What to produce:
Reproduce the data that follows character for character, but omit its pictures.

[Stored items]
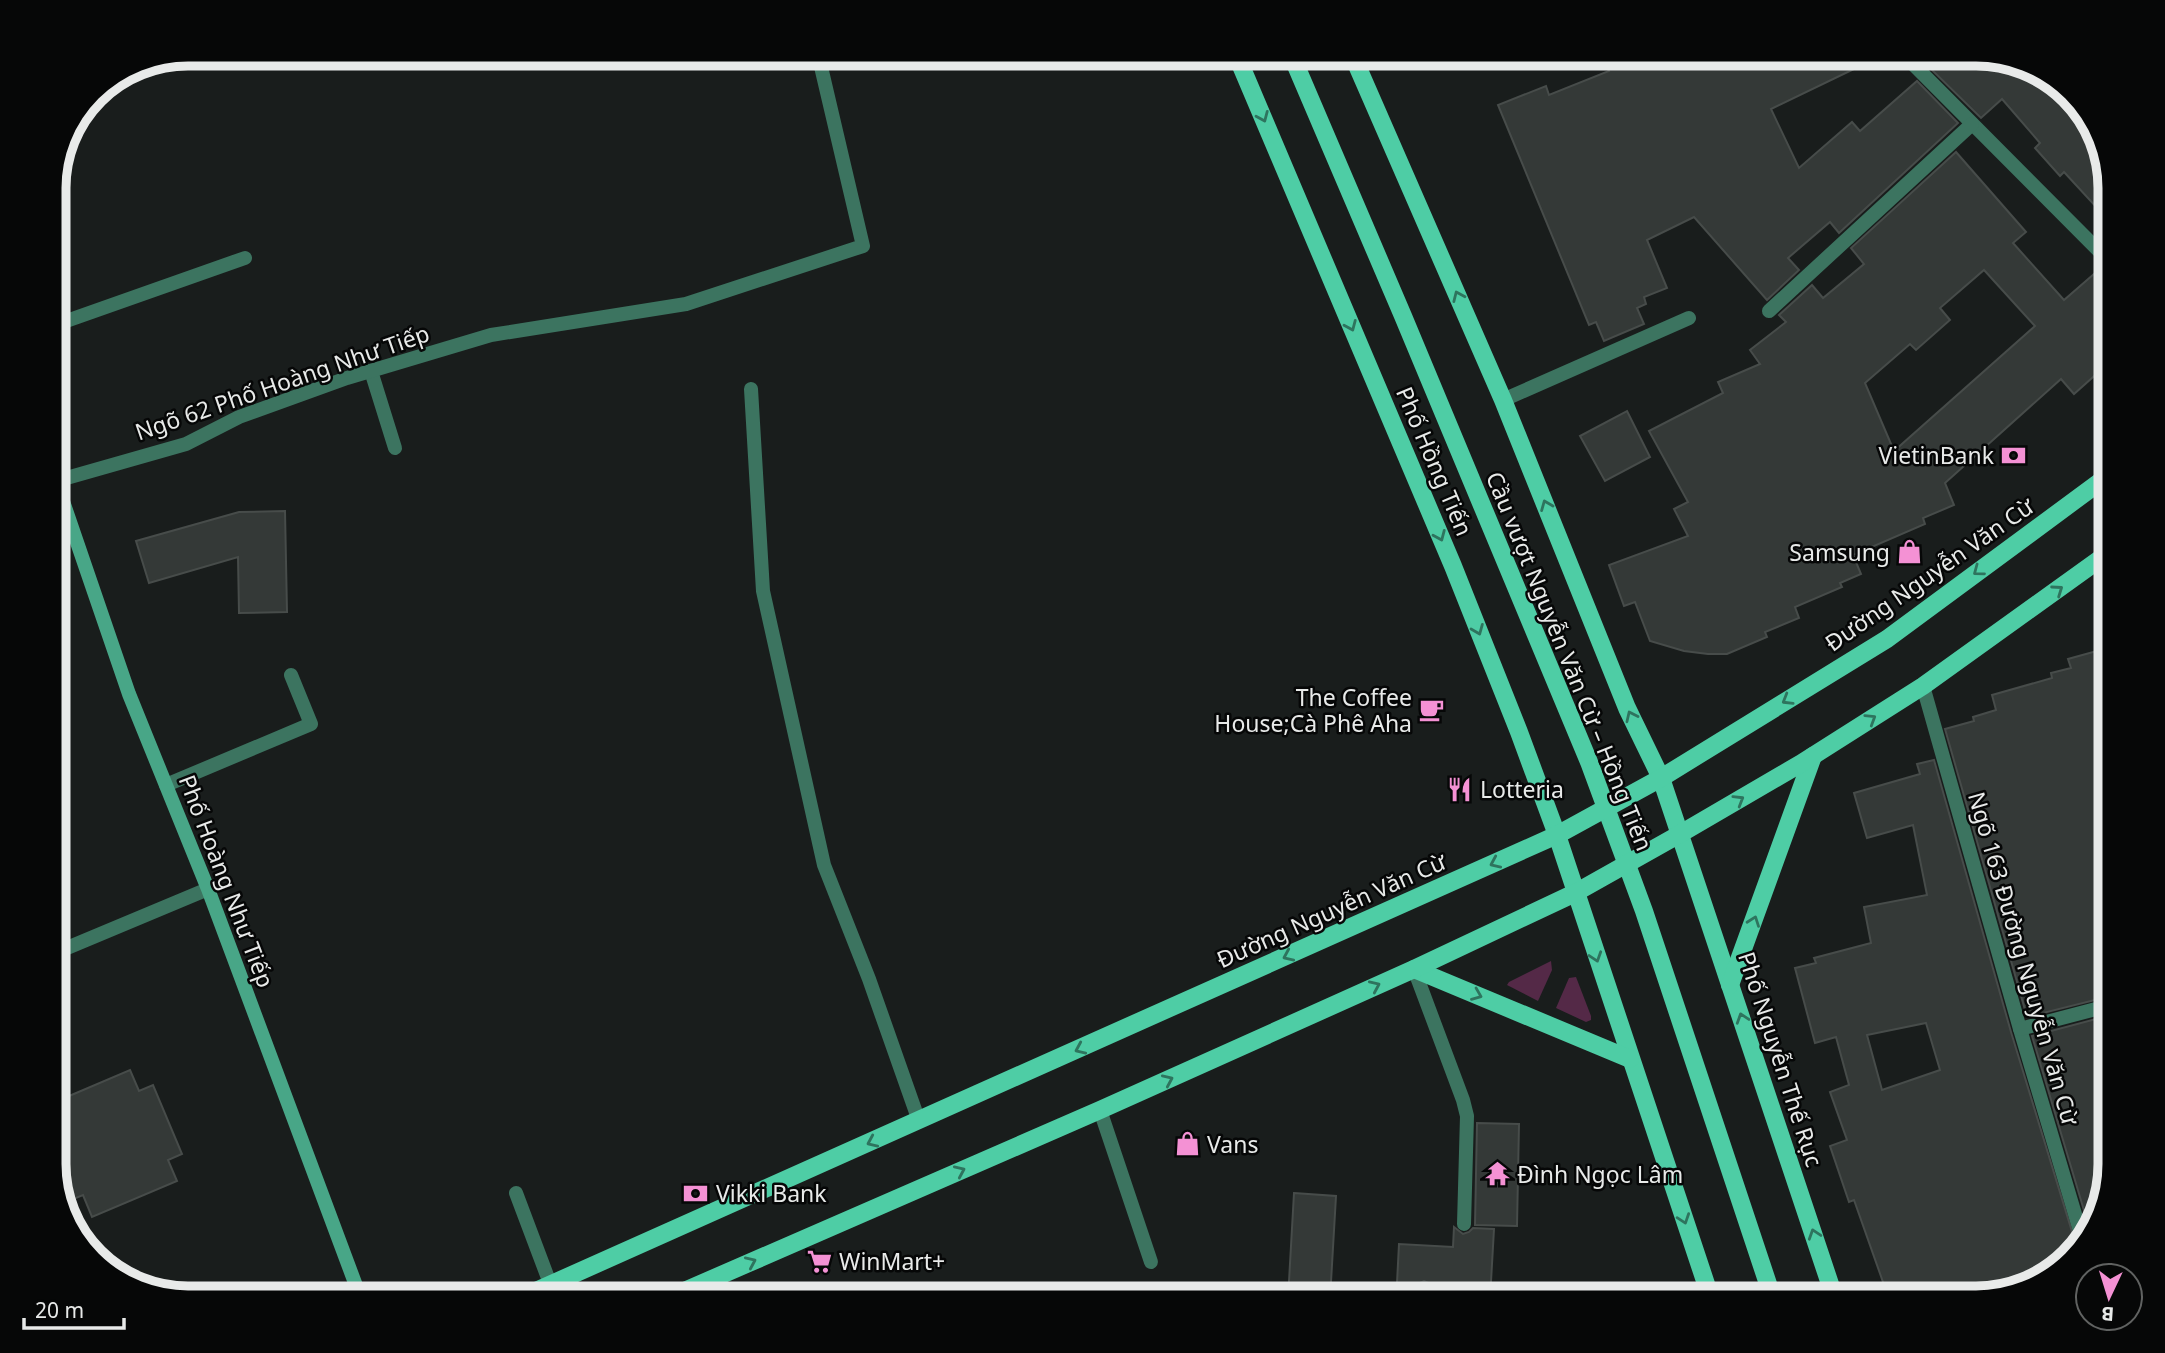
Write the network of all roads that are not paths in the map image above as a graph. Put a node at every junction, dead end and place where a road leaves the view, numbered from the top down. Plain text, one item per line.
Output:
1 (821, 66) edge
2 (1241, 66) edge
3 (1296, 66) edge
4 (1357, 66) edge
5 (1915, 66) edge
6 (1972, 124) junction
7 (2098, 250) edge
8 (245, 258) dead end
9 (1769, 311) dead end
10 (1689, 318) dead end
11 (67, 321) edge
12 (371, 371) junction
13 (751, 389) dead end
14 (1503, 400) junction
15 (395, 448) dead end
16 (67, 476) edge
17 (2098, 483) edge
18 (67, 513) edge
19 (2098, 560) edge
20 (291, 675) dead end
21 (1923, 686) junction
22 (1813, 756) junction
23 (1661, 778) junction
24 (166, 785) junction
25 (1680, 834) junction
26 (1557, 835) junction
27 (208, 889) junction
28 (1575, 892) junction
29 (67, 948) edge
30 (1414, 969) junction
31 (1730, 985) junction
32 (2098, 1008) edge
33 (2020, 1029) junction
34 (1630, 1059) junction
35 (1100, 1110) junction
36 (919, 1121) junction
37 (516, 1194) dead end
38 (1464, 1224) dead end
39 (2080, 1229) edge
40 (1150, 1262) dead end
41 (356, 1286) edge
42 (551, 1286) joint
43 (712, 1286) edge
44 (1707, 1286) edge
45 (1769, 1286) edge
46 (1831, 1286) edge

1 - 12 street, Ngõ 62 Phố Hoàng Như Tiếp
2 -> 26 main road, Phố Hồng Tiến
3 - 45 main road, Cầu vượt Nguyễn Văn Cừ – Hồng Tiến
14 -> 4 main road
5 - 6 street
6 - 7 street
6 - 9 street
8 - 11 street
10 - 14 street
12 - 15 street
12 - 16 street, Ngõ 62 Phố Hoàng Như Tiếp
13 - 36 street
23 -> 14 main road
17 -> 23 main road, Đường Nguyễn Văn Cừ
18 - 24 street, Phố Hoàng Như Tiếp
21 -> 19 main road
20 - 24 street
22 -> 21 main road
21 - 33 street, Ngõ 163 Đường Nguyễn Văn Cừ
25 -> 22 main road
31 -> 22 main road
23 - 25 main road
23 - 26 main road, Đường Nguyễn Văn Cừ
24 - 27 street, Phố Hoàng Như Tiếp
25 - 28 main road
25 - 31 main road, Phố Nguyễn Thế Rục
26 - 28 main road, Phố Hồng Tiến
26 -> 36 main road, Đường Nguyễn Văn Cừ
27 - 29 street
27 - 41 street, Phố Hoàng Như Tiếp
28 - 30 main road
28 -> 34 main road
30 -> 34 main road
35 -> 30 main road
30 - 38 street
46 -> 31 main road, Phố Nguyễn Thế Rục
32 - 33 street
33 - 39 street, Ngõ 163 Đường Nguyễn Văn Cừ
34 -> 44 main road
35 - 40 street
43 -> 35 main road
36 -> 42 main road, Đường Nguyễn Văn Cừ
37 - 42 street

Answer for this exercise:
Write the network of all roads that are not paths in the map image above as a graph. Put a node at every junction, dead end and place where a road leaves the view, numbered from the top down. Plain text, one item per line.
Output:
1 (821, 66) edge
2 (1241, 66) edge
3 (1296, 66) edge
4 (1357, 66) edge
5 (1915, 66) edge
6 (1972, 124) junction
7 (2098, 250) edge
8 (245, 258) dead end
9 (1769, 311) dead end
10 (1689, 318) dead end
11 (67, 321) edge
12 (371, 371) junction
13 (751, 389) dead end
14 (1503, 400) junction
15 (395, 448) dead end
16 (67, 476) edge
17 (2098, 483) edge
18 (67, 513) edge
19 (2098, 560) edge
20 (291, 675) dead end
21 (1923, 686) junction
22 (1813, 756) junction
23 (1661, 778) junction
24 (166, 785) junction
25 (1680, 834) junction
26 (1557, 835) junction
27 (208, 889) junction
28 (1575, 892) junction
29 (67, 948) edge
30 (1414, 969) junction
31 (1730, 985) junction
32 (2098, 1008) edge
33 (2020, 1029) junction
34 (1630, 1059) junction
35 (1100, 1110) junction
36 (919, 1121) junction
37 (516, 1194) dead end
38 (1464, 1224) dead end
39 (2080, 1229) edge
40 (1150, 1262) dead end
41 (356, 1286) edge
42 (551, 1286) joint
43 (712, 1286) edge
44 (1707, 1286) edge
45 (1769, 1286) edge
46 (1831, 1286) edge

1 - 12 street, Ngõ 62 Phố Hoàng Như Tiếp
2 -> 26 main road, Phố Hồng Tiến
3 - 45 main road, Cầu vượt Nguyễn Văn Cừ – Hồng Tiến
14 -> 4 main road
5 - 6 street
6 - 7 street
6 - 9 street
8 - 11 street
10 - 14 street
12 - 15 street
12 - 16 street, Ngõ 62 Phố Hoàng Như Tiếp
13 - 36 street
23 -> 14 main road
17 -> 23 main road, Đường Nguyễn Văn Cừ
18 - 24 street, Phố Hoàng Như Tiếp
21 -> 19 main road
20 - 24 street
22 -> 21 main road
21 - 33 street, Ngõ 163 Đường Nguyễn Văn Cừ
25 -> 22 main road
31 -> 22 main road
23 - 25 main road
23 - 26 main road, Đường Nguyễn Văn Cừ
24 - 27 street, Phố Hoàng Như Tiếp
25 - 28 main road
25 - 31 main road, Phố Nguyễn Thế Rục
26 - 28 main road, Phố Hồng Tiến
26 -> 36 main road, Đường Nguyễn Văn Cừ
27 - 29 street
27 - 41 street, Phố Hoàng Như Tiếp
28 - 30 main road
28 -> 34 main road
30 -> 34 main road
35 -> 30 main road
30 - 38 street
46 -> 31 main road, Phố Nguyễn Thế Rục
32 - 33 street
33 - 39 street, Ngõ 163 Đường Nguyễn Văn Cừ
34 -> 44 main road
35 - 40 street
43 -> 35 main road
36 -> 42 main road, Đường Nguyễn Văn Cừ
37 - 42 street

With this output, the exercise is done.